The Celestial Jukebox

  • Remix, appropriation, sampling, recombination, mashups, plagiarism.
  • Remix culture and its relation to Information Age concerns.
  • Remix and database logic, open-source and collaborative remix in digital systems.
  • Relevant artists: DJ Spooky (Paul Miller), Eduardo Navas, Douglas Gordon, Jennifer & Kevin McCoy, Anthony Discenza, Claudia X. Valdes, Cory Arcangel.
  • Fan culture
  • Contemporary paradigm shift—read, write, read/write culture replacing old models of strict ownership and idea theft.

Television Theory

  • The nature of televisual language, television as medium, television as critical investigation.
  • Televisual impact on daily life, socialization of the medium, domesticity.
  • Television history (and subsequent conceptual changes).
  • White box medium.
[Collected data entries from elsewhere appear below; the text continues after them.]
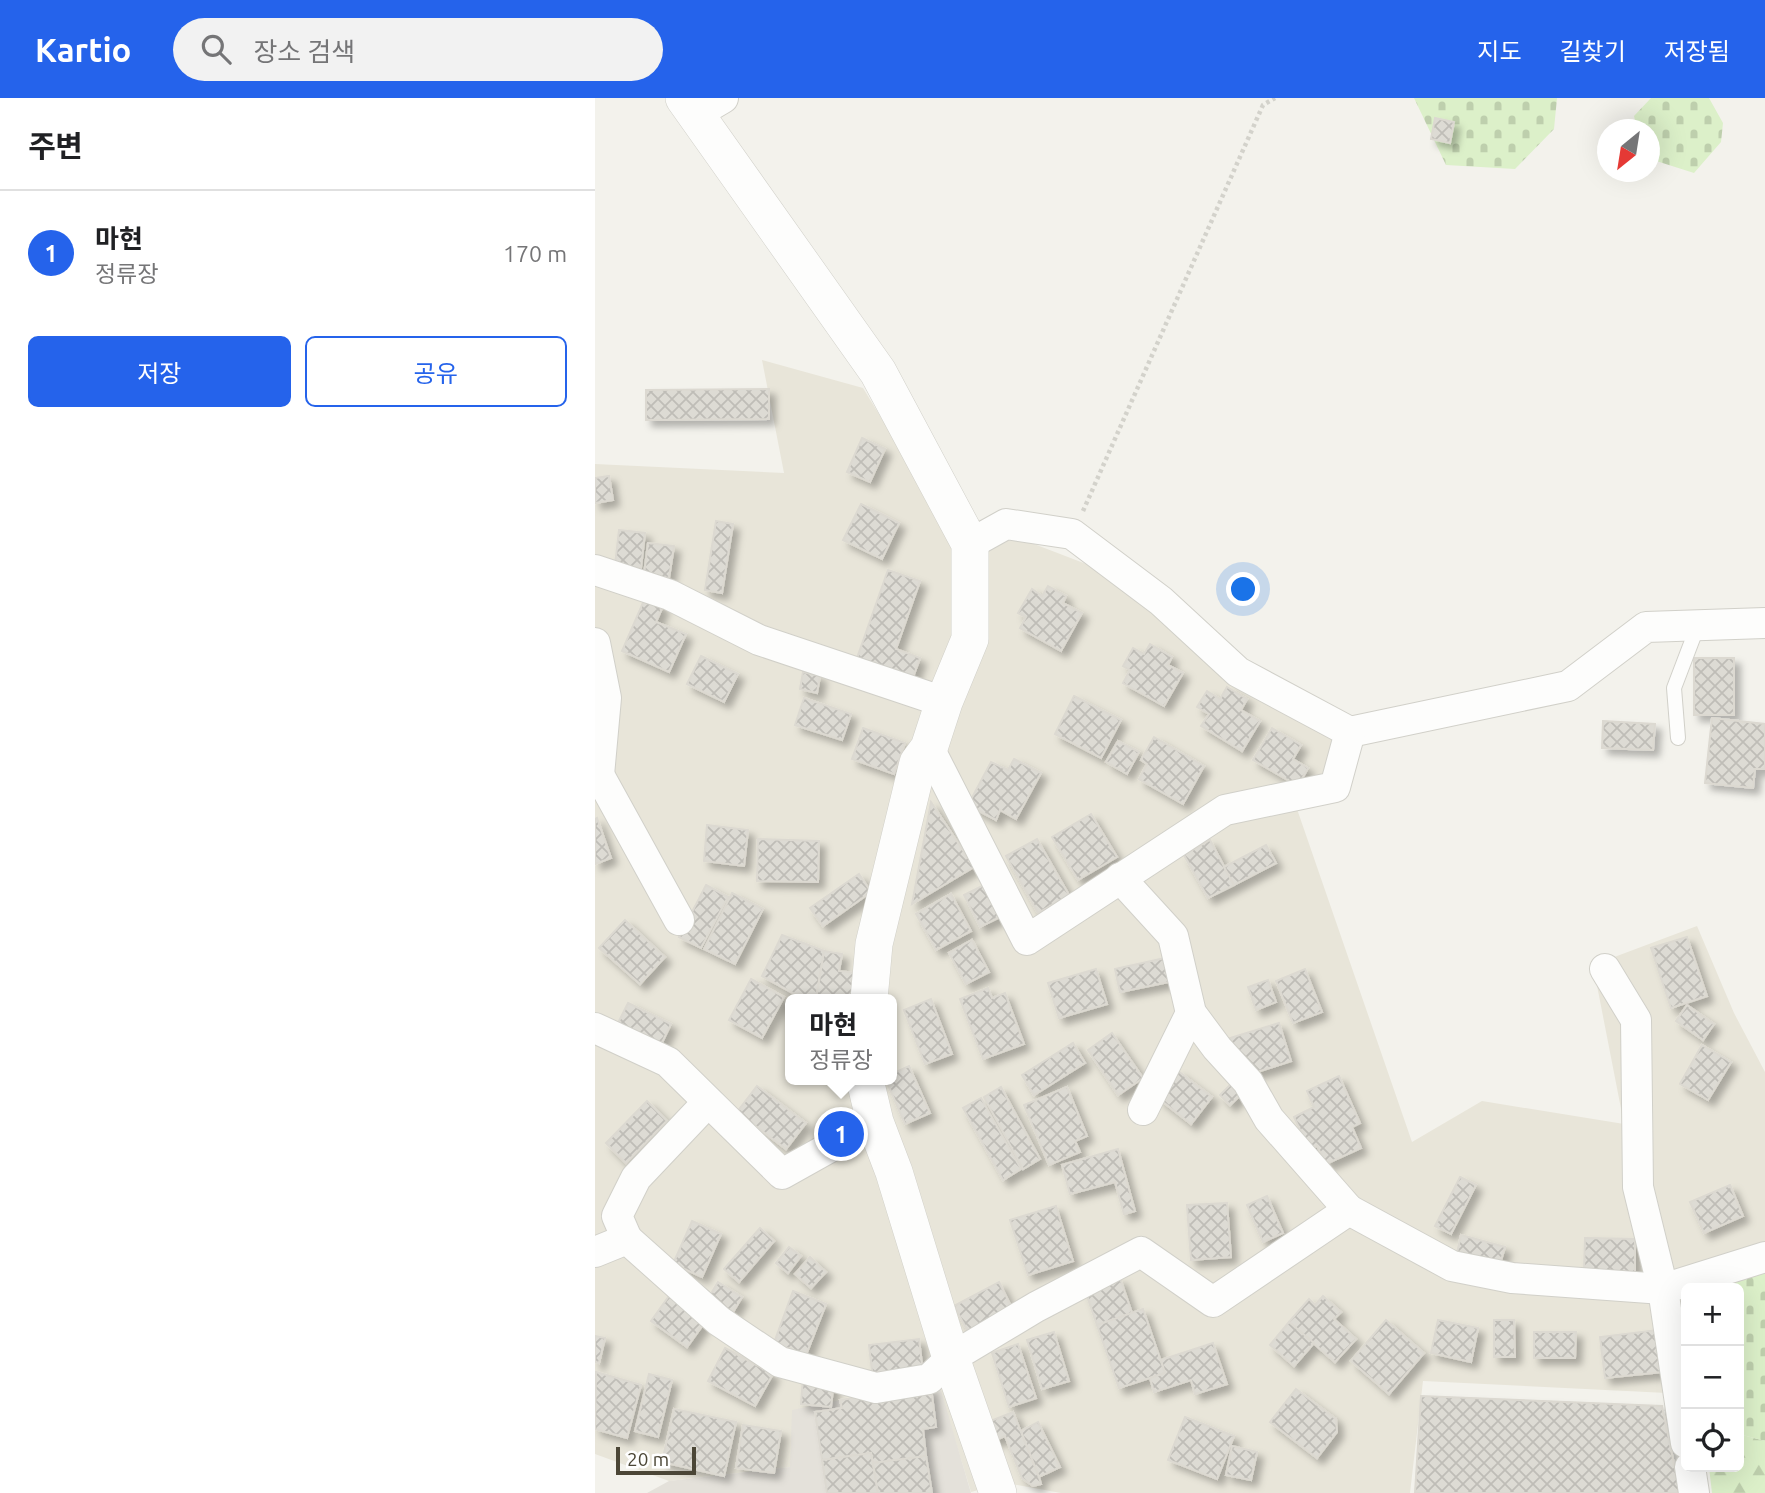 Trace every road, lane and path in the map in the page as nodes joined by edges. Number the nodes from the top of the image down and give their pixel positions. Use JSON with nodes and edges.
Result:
{"nodes":[{"id":1,"x":1275,"y":98,"type":"edge"},
{"id":2,"x":701,"y":103,"type":"edge"},
{"id":3,"x":1072,"y":534,"type":"junction"},
{"id":4,"x":970,"y":544,"type":"junction"},
{"id":5,"x":595,"y":570,"type":"edge"},
{"id":6,"x":1765,"y":623,"type":"edge"},
{"id":7,"x":1698,"y":625,"type":"junction"},
{"id":8,"x":595,"y":643,"type":"edge"},
{"id":9,"x":944,"y":702,"type":"junction"},
{"id":10,"x":1350,"y":732,"type":"junction"},
{"id":11,"x":1678,"y":738,"type":"dead end"},
{"id":12,"x":929,"y":748,"type":"junction"},
{"id":13,"x":597,"y":776,"type":"edge"},
{"id":14,"x":1120,"y":878,"type":"junction"},
{"id":15,"x":679,"y":920,"type":"dead end"},
{"id":16,"x":1605,"y":969,"type":"dead end"},
{"id":17,"x":869,"y":994,"type":"edge"},
{"id":18,"x":1191,"y":1013,"type":"junction"},
{"id":19,"x":595,"y":1028,"type":"edge"},
{"id":20,"x":866,"y":1085,"type":"edge"},
{"id":21,"x":708,"y":1102,"type":"junction"},
{"id":22,"x":1143,"y":1110,"type":"dead end"},
{"id":23,"x":875,"y":1122,"type":"junction"},
{"id":24,"x":1349,"y":1210,"type":"junction"},
{"id":25,"x":627,"y":1238,"type":"junction"},
{"id":26,"x":595,"y":1252,"type":"edge"},
{"id":27,"x":1765,"y":1257,"type":"edge"},
{"id":28,"x":1663,"y":1289,"type":"junction"},
{"id":29,"x":951,"y":1358,"type":"junction"},
{"id":30,"x":1681,"y":1410,"type":"edge"},
{"id":31,"x":1691,"y":1472,"type":"edge"},
{"id":32,"x":998,"y":1493,"type":"edge"},
{"id":33,"x":1694,"y":1493,"type":"edge"}],
"edges":[{"from":1,"to":3,"type":"path"},
{"from":2,"to":4,"type":"street"},
{"from":3,"to":4,"type":"street"},
{"from":3,"to":10,"type":"street"},
{"from":4,"to":9,"type":"street"},
{"from":5,"to":9,"type":"street"},
{"from":6,"to":7,"type":"street"},
{"from":7,"to":10,"type":"street"},
{"from":7,"to":11,"type":"lane"},
{"from":8,"to":13,"type":"street"},
{"from":9,"to":12,"type":"street"},
{"from":10,"to":14,"type":"street"},
{"from":12,"to":14,"type":"street"},
{"from":12,"to":17,"type":"street"},
{"from":13,"to":15,"type":"street"},
{"from":14,"to":18,"type":"street"},
{"from":16,"to":28,"type":"street"},
{"from":18,"to":22,"type":"street"},
{"from":18,"to":24,"type":"street"},
{"from":19,"to":21,"type":"street"},
{"from":20,"to":23,"type":"street"},
{"from":21,"to":23,"type":"street"},
{"from":21,"to":25,"type":"street"},
{"from":23,"to":29,"type":"street"},
{"from":24,"to":28,"type":"street"},
{"from":24,"to":29,"type":"street"},
{"from":25,"to":26,"type":"street"},
{"from":25,"to":29,"type":"street"},
{"from":27,"to":28,"type":"street"},
{"from":28,"to":30,"type":"street"},
{"from":29,"to":32,"type":"street"},
{"from":31,"to":33,"type":"street"}]}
Fundamental differences between cinema and television.
  • Television as oral tradition, mosaic, montage.
  • 1970s and 1980s television – common tropes, heroism of middle class and underdogs, valorization of civil servants. Television formula, structure.
  • Nature of channel surfing, commercial breaks and program shifts as form of remix, rapid-fire editing, pause and re-context.
  • Televisual impact on memory, cultural history, social roles and understanding.
  • Television as vital component of 20th century thought and as transitional 21st century medium embodying Postmodern and Information Age collaborative flux.
  • America packaged, presented, distributed to the world (and itself) via television.
  • Understanding or constructing knowledge and mythology of place by televisual viewing.
  • Fan culture as expression of subjugated ‘other.’ Fan culture collaborative research.

Video Structure

  • Loops, patterns, anti-narrative, semi-narrative in video art
  • Semantic webs
  • Using stills within motion
  • The “third meaning” and its application to video art (Barthes)
  • Relevant artists: Zbigniew Rybczyński, Dziga Vertov, Anthony Discenza, Len Lye, Maya Deren, Tamás Waliczky, Cory Arcangel, Chris Marker.

Memory

  • Critical modes of memory. Process of memorization and recall.
  • Scientific and psychological understanding.
  • Memory as abstract attachment, method of processing.
  • Memory as incomplete, truncated, montaged, mosaic, relational form.
  • Memory through media, memory of television (and cinema) blended with memories of the ‘real,’ deeper considerations of whether memory of fictional media is real in itself—questions of the real, artificial, experienced and implied.
  • Mediated memory and cultural, personal, historical understanding.
  • Cultural memory, social memory, regional collaborative memory.
  • Televisual memory carried within television programming itself, television cannibalizing its own past. Re-runs, remakes, revisitations.
  • Déjà vu. Haunting, specters, information and media haunting. Re-enactment, re-enactors.

Landscape

I continued research into this broad category by digging into sub-categories like:

  • landscape and memory
  • landscape and cultural identity, political power, social leverage
  • landscape as identity, nationalist ideal
  • 16th century landscape paintings


New Media

I continued investigation into new media and interdisciplinary modes of thinking. Additional sub-categories included digital imaging and questions of remix and authenticity, new media installations, web objects, games and music videos.


Individual Programs

I also did specific research into individual television programs, including documentary material related to filming locations, personal accounts of media impact, etc.